March 7, 1912 (Thursday)
- The United States Senate voted 76–3 to ratify the American arbitration treaties with the United Kingdom and France, with amendments that removed most controversies from being arbitrated.
- Bulgaria and Serbia signed a mutual defense agreement, providing that if one nation was attacked by Austria-Hungary or the Ottoman Empire, the other would go to war as well.
- Károly Khuen-Héderváry, Prime Minister of Hungary within Austria-Hungary, resigned along with his cabinet after a dispute with the Austrian government.
- The Norwegian Antarctic Expedition came to an end as Roald Amundsen and the ship Fram sailed into Hobart at the Australian state of Tasmania, after having departed Antarctica on January 30. Upon his arrival, he brought the news that he and his party of five had become the first persons to reach the South Pole, planting the flag there on December 14, 1911.
- Standard Oil of Indiana increased its capital stock from one million to a record $30,000,000 following a vote by its shareholders.
March 8, 1912 (Friday)
- The Reichstag approved a bill to make the Imperial German Navy the greatest in the world by 1920, with construction of 60 large ships and 40 cruisers. One historian noted that the new law proved to be "the death knell to any potential understanding between Britain and Germany." The expansion of the German Navy would be halted, and then reversed, by Germany's 1918 defeat in World War I.
- The German Antarctic mapping expedition, led by Wilhelm Filchner, was brought to a halt when its ship, Deutschland, became entrapped in the polar ice pack at the Weddell Sea. The ship would be trapped for eight months within the moving pack, finally breaking free on November 25, 1912, and nearly further away from Antarctica.
- Born:
- * Vladimir Bakarić, Croatian state leader, first President of the Executive Council of the People's Republic of Croatia; in Velika Gorica, Austria-Hungary, now Croatia.
- * Ray Mueller, American baseball player, catcher for the Cincinnati Reds, Pittsburgh Pirates, New York Giants, and Boston Braves, from 1935 to 1951; in Pittsburg, Kansas.

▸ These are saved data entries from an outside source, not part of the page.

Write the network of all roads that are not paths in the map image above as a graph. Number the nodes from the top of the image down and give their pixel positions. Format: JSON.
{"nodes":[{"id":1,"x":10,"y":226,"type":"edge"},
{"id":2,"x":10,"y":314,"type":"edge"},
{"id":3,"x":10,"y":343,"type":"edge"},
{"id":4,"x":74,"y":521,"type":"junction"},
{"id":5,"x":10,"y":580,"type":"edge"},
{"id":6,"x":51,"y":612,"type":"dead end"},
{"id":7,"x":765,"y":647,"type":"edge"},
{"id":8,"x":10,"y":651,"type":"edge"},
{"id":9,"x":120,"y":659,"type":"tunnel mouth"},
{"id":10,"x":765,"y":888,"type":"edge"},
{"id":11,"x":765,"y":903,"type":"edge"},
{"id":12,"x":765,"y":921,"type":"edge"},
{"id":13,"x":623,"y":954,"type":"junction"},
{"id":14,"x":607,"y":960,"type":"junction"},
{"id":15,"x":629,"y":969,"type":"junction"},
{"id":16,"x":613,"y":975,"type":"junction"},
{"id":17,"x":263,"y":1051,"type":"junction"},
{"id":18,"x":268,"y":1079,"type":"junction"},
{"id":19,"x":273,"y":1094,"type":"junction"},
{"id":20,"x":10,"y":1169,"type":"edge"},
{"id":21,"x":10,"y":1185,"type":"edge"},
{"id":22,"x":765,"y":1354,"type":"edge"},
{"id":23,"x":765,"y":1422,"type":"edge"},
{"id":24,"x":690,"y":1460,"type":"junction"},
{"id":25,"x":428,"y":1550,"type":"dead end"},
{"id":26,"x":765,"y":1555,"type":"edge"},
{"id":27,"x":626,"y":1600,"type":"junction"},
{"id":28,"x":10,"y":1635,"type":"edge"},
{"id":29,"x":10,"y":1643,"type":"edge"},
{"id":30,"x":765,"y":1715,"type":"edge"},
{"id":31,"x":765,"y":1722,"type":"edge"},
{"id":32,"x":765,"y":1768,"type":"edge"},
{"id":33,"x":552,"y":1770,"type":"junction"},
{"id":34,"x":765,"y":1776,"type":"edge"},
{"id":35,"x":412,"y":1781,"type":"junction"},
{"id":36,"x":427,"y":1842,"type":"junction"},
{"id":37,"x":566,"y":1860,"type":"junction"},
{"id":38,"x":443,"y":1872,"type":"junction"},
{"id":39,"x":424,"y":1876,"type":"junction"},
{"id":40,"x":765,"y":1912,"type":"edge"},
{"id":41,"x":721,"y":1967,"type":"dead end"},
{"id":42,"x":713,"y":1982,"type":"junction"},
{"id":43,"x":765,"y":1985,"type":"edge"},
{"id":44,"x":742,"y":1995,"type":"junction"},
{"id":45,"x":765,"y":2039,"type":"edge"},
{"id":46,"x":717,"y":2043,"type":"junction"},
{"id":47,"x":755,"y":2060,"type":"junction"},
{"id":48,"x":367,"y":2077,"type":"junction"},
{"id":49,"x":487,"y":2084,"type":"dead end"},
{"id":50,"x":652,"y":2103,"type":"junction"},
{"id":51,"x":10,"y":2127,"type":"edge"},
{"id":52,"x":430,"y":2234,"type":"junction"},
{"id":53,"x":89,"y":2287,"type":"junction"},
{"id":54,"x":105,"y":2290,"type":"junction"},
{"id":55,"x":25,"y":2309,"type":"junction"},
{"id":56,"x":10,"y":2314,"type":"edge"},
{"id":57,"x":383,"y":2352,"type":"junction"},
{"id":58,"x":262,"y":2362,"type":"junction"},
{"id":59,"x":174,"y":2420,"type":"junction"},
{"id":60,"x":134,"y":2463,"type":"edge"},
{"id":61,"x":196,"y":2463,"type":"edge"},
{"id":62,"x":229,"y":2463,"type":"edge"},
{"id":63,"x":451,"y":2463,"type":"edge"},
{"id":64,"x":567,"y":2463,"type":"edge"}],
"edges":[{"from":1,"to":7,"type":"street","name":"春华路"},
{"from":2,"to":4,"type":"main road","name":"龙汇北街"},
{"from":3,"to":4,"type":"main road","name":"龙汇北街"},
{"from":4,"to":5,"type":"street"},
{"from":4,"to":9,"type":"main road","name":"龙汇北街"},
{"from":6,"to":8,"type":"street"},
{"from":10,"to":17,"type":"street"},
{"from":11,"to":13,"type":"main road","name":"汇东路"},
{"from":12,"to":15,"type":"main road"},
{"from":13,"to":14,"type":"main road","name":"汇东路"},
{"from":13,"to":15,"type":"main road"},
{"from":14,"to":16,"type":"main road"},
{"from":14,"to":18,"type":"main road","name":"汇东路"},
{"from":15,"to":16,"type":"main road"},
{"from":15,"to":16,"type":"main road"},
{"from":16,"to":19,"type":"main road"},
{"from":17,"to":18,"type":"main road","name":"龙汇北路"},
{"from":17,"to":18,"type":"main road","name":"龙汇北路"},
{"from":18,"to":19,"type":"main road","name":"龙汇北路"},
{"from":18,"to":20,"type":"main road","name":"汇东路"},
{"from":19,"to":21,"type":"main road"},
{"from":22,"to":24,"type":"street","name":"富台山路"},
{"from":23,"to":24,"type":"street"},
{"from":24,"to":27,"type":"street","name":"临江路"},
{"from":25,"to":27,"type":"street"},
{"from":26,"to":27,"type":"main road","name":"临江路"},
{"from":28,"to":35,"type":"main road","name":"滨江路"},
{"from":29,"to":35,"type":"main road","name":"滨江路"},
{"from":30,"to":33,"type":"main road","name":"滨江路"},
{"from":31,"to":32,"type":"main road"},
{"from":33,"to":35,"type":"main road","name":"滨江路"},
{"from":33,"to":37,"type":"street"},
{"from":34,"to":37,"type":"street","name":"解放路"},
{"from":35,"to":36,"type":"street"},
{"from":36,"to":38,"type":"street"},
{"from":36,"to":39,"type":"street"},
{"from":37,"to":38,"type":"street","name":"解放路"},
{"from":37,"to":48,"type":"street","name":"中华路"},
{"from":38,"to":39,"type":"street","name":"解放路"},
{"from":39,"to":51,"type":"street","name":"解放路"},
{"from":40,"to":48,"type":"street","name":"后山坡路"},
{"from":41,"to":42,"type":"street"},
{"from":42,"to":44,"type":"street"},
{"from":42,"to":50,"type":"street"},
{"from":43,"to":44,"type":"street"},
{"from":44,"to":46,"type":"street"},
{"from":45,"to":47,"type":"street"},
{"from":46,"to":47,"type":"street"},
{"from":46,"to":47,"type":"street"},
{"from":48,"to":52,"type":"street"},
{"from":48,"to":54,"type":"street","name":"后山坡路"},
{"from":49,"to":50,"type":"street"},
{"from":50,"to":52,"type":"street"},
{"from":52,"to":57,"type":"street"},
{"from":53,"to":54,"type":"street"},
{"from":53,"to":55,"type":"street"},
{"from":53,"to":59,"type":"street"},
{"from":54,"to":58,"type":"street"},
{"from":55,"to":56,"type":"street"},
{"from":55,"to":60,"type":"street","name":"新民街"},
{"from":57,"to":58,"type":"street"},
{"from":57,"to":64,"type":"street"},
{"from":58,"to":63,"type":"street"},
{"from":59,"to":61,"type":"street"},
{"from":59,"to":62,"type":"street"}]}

- * Joachim Schepke, German naval officer, commander of U-boats U-3, U-19, and U-100 during World War II, recepitent of the Knight's Cross of the Iron Cross; in Flensburg, Germany.
- * Preston Smith, American politician, 40th Governor of Texas; in Williamson County, Texas.
- * Meldrim Thomson Jr., American politician, 73rd Governor of New Hampshire; in Wilkinsburg, Pennsylvania.